_WORK ORDER_
Which lines of the records contain "labels"? Collect every one of them.

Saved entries
• • • •

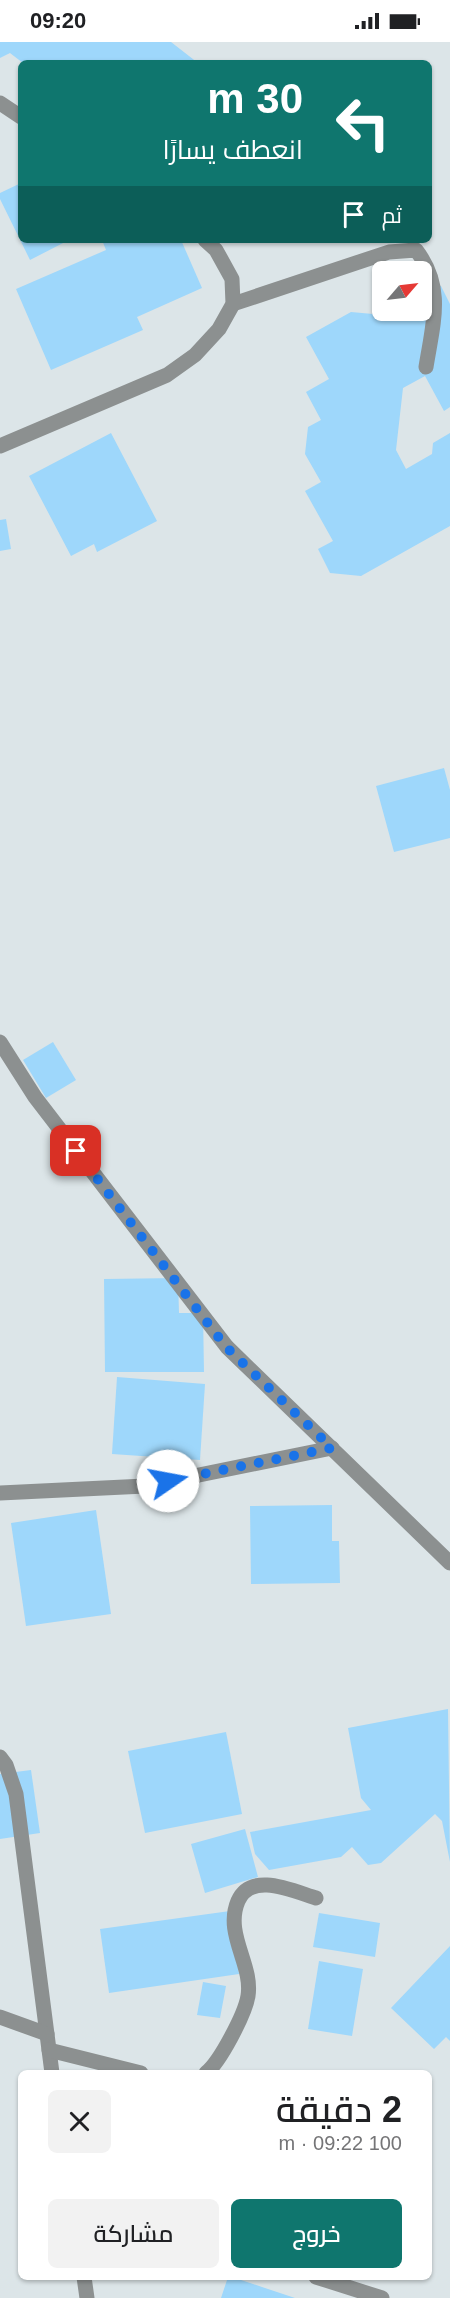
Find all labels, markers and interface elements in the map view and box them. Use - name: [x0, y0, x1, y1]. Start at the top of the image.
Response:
- text: 09:20: [30, 8, 86, 33]
- text: 30 m: [207, 75, 303, 122]
- icon: left: [324, 84, 402, 162]
- text: انعطف يسارًا: [162, 135, 303, 165]
- icon: arrive: [337, 198, 370, 231]
- text: ثم: [382, 203, 402, 228]
- north arrow: [372, 261, 432, 321]
- map controls: [372, 261, 432, 321]
- pin: [50, 1125, 101, 1176]
- icon: arrive: [59, 1134, 92, 1167]
- position arrow: [136, 1449, 200, 1513]
- text: 2 دقيقة: [276, 2089, 402, 2130]
- button: close: [48, 2090, 111, 2153]
- text: 100 m · 09:22: [279, 2132, 402, 2154]
- button: مشاركة: [48, 2199, 219, 2268]
- button: خروج: [231, 2199, 402, 2268]

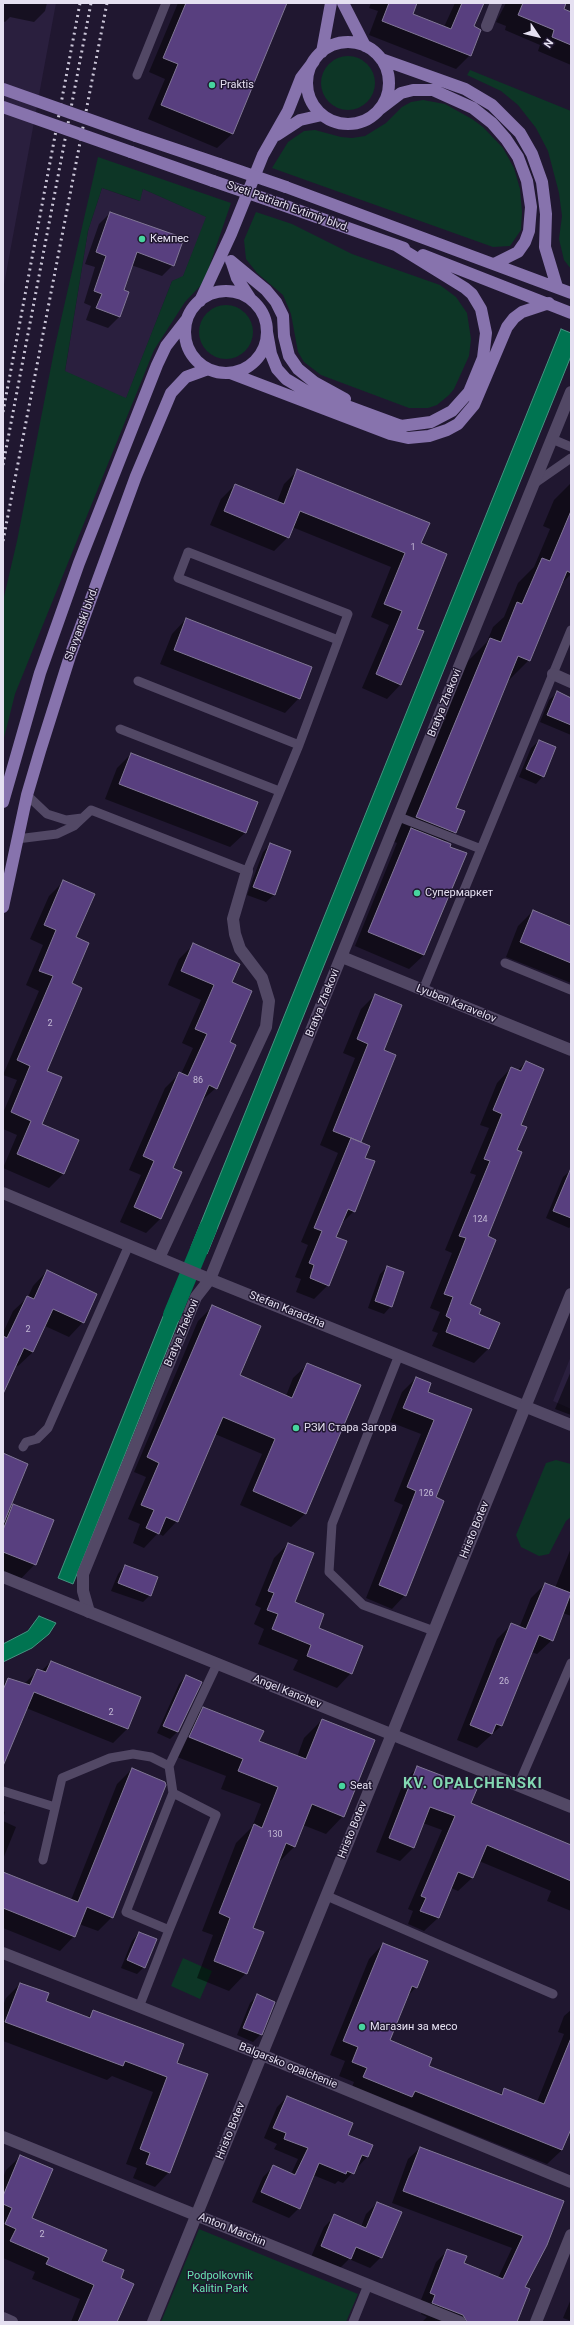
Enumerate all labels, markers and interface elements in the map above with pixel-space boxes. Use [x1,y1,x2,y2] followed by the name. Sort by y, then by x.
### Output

• • • •

_RESPONSE AREA_
Find all labels, markers and interface elements in the map view and box them. Use - name: [x0, y0, x1, y1]. Start at the top of the image.
Enumerate all labels, markers and interface elements in the map above with pixel-space boxes. Use [x1,y1,x2,y2] followed by the name. Sort by y, then by x.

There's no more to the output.